Goal of the exercise
Scan the listing below for the word "hand" and copy every line where it occurs.

Exercise data
· · · · ·

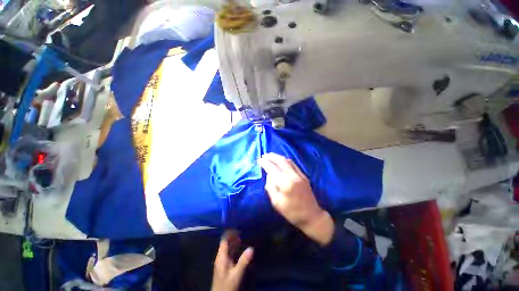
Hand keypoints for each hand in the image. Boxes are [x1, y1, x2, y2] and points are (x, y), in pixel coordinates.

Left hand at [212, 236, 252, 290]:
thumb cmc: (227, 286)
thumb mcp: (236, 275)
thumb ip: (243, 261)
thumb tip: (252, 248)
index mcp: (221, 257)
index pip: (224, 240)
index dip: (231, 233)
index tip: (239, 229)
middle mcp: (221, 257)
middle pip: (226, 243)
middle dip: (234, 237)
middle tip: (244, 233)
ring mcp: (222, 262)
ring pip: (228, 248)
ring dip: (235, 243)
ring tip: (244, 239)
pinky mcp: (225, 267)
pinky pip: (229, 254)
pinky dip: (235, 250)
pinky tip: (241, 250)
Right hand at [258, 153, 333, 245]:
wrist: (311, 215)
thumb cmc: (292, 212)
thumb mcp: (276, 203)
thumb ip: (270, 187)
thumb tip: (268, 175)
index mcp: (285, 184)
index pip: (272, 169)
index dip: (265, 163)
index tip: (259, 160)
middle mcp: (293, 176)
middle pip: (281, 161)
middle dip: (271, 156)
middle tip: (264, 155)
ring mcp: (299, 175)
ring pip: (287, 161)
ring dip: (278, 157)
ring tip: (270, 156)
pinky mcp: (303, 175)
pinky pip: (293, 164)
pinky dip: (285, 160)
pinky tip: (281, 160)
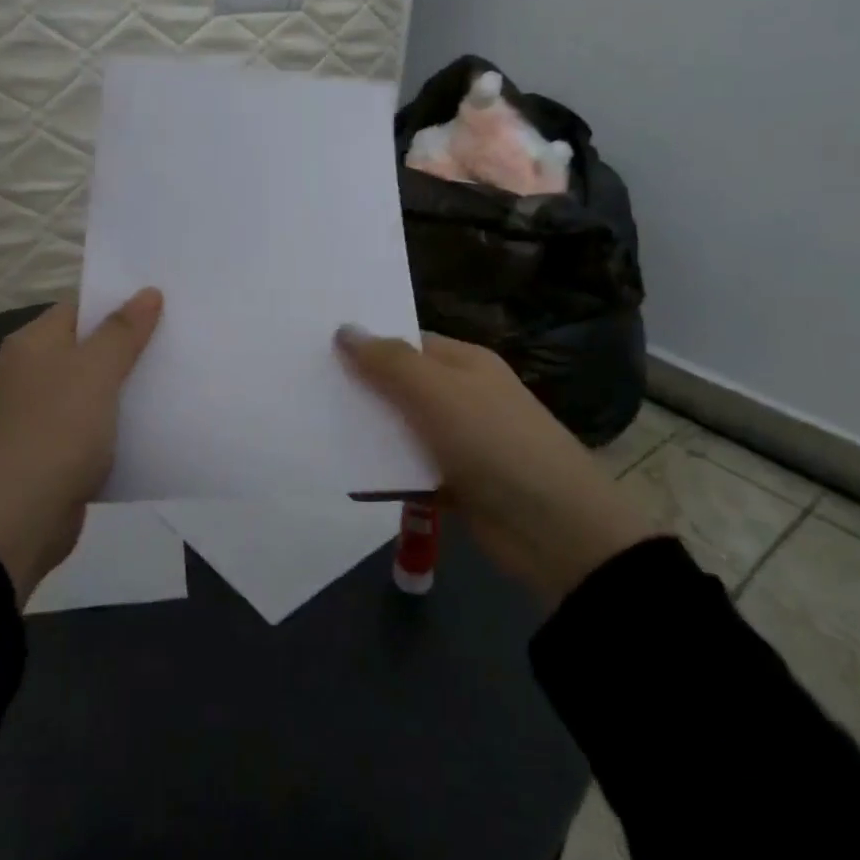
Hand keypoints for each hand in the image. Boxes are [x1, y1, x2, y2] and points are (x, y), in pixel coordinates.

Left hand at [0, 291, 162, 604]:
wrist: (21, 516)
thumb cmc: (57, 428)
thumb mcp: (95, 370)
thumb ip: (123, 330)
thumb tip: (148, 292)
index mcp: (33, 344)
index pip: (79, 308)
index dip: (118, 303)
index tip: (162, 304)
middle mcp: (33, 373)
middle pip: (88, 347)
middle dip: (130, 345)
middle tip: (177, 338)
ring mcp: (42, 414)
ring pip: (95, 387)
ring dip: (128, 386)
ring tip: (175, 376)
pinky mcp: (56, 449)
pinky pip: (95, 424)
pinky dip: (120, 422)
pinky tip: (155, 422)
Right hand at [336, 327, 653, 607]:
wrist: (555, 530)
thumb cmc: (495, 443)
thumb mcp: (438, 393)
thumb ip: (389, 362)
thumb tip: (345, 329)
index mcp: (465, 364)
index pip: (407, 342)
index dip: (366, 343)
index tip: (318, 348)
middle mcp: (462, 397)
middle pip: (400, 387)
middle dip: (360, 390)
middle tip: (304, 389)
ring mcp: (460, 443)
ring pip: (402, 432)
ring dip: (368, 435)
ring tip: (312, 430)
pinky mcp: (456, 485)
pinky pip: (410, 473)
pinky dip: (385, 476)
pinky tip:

· · · · ·

Written answer
Hand keypoints for each hand in the image. Boxes are [x1, y1, x2, y2] and points are (x, y), in pixel coordinates.
Left hand at [212, 236, 252, 290]:
Right hand at [258, 153, 333, 245]:
Hand keypoints for each hand in the image. Boxes are [x1, y1, x2, y2] and points are (x, y), in pixel coordinates.
Left hand at [0, 291, 162, 604]:
Right hand at [336, 327, 653, 607]:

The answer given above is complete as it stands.